Use an Iceberg cluster with Flink - Amazon EMR

Use an Iceberg cluster with Flink

Starting with Amazon EMR version 6.9.0, you can use Iceberg with a Flink cluster without the setup steps required when using the open source Iceberg Flink Integration.

Creating an Iceberg cluster

You can create a cluster with Iceberg installed using the AWS Management Console, the AWS CLI, or the Amazon EMR API. In this tutorial, you use the AWS CLI to work with Iceberg on an Amazon EMR cluster. To use the console to create a cluster with Iceberg installed, follow the steps in Build an Apache Iceberg data lake using Amazon Athena, Amazon EMR, and AWS Glue.

To use Iceberg on Amazon EMR with the AWS CLI, first create a cluster with the following steps. For information on specifying the Iceberg classification using the AWS CLI, see Supply a configuration using the AWS CLI when you create a cluster or Supply a configuration using the Java SDK when you create a cluster. Create a file called configurations.json with the following content:

[{ "Classification":"iceberg-defaults", "Properties":{"iceberg.enabled":"true"} }]

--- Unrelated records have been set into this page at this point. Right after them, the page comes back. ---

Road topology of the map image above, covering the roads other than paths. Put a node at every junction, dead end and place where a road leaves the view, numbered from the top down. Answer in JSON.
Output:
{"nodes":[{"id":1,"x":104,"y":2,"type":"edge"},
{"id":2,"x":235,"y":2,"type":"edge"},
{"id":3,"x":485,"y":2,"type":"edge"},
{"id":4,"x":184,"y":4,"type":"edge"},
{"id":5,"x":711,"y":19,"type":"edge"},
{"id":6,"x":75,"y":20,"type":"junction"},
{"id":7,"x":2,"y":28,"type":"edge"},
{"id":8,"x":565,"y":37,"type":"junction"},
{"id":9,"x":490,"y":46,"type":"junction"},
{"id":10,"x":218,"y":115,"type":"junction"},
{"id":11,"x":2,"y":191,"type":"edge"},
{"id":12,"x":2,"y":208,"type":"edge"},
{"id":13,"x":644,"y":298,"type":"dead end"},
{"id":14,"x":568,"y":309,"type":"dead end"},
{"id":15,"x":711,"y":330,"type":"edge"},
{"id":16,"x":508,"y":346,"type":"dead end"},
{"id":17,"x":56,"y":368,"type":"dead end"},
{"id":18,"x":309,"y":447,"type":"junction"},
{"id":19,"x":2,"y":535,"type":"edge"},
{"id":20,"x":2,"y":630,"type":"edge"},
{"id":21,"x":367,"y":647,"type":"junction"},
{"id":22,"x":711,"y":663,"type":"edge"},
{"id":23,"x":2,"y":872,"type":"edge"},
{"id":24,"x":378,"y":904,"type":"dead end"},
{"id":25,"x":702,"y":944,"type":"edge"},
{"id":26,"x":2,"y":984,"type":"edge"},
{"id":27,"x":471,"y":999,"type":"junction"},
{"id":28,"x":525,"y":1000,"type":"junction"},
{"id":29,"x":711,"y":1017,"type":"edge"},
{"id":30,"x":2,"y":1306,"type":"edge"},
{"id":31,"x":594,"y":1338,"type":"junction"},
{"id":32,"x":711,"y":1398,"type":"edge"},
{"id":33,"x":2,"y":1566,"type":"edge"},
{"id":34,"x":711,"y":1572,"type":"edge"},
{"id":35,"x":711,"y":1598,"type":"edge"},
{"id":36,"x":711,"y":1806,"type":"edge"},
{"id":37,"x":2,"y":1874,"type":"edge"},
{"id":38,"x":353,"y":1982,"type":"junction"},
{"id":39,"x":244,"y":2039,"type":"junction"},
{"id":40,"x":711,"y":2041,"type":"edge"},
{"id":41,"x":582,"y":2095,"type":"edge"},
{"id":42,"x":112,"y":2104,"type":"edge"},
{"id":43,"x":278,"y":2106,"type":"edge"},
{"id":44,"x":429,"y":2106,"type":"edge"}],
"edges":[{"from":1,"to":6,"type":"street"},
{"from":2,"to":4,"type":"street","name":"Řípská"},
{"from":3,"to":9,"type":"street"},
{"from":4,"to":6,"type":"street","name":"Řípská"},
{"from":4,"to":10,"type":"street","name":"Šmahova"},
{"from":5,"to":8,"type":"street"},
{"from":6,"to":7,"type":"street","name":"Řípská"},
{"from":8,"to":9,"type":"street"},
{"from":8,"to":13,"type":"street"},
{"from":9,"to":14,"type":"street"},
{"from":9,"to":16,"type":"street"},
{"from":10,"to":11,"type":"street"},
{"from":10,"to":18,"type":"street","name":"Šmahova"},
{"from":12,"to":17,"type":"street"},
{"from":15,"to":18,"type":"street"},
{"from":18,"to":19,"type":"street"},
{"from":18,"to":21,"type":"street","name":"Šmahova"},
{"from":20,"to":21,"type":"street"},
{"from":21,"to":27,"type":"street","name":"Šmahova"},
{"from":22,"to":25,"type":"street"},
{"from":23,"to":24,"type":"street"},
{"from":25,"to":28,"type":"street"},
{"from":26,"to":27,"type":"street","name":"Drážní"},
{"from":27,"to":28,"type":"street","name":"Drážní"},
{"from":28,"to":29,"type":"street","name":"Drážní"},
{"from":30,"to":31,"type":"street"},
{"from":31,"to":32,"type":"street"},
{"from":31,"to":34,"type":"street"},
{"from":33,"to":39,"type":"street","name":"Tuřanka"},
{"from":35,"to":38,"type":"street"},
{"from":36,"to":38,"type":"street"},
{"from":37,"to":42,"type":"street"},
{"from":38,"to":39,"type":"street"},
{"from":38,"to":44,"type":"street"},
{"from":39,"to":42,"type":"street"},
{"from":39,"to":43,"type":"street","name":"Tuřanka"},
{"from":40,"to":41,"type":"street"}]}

Next, create a cluster with the following configuration, replacing the example Amazon S3 bucket path and subnet ID with your own values:

aws emr create-cluster --release-label emr-6.9.0 \ --applications Name=Flink \ --configurations file://iceberg_configurations.json \ --region us-east-1 \ --name My_flink_Iceberg_Cluster \ --log-uri s3://amzn-s3-demo-bucket/ \ --instance-type m5.xlarge \ --instance-count 2 \ --service-role EMR_DefaultRole \ --ec2-attributes InstanceProfile=EMR_EC2_DefaultRole,SubnetId=subnet-1234567890abcdef

Alternatively, you can create an Amazon EMR 6.9.0 cluster with a Flink application in it and use the file /usr/share/aws/iceberg/lib/iceberg-flink-runtime.jar as a JAR dependency in a Flink job.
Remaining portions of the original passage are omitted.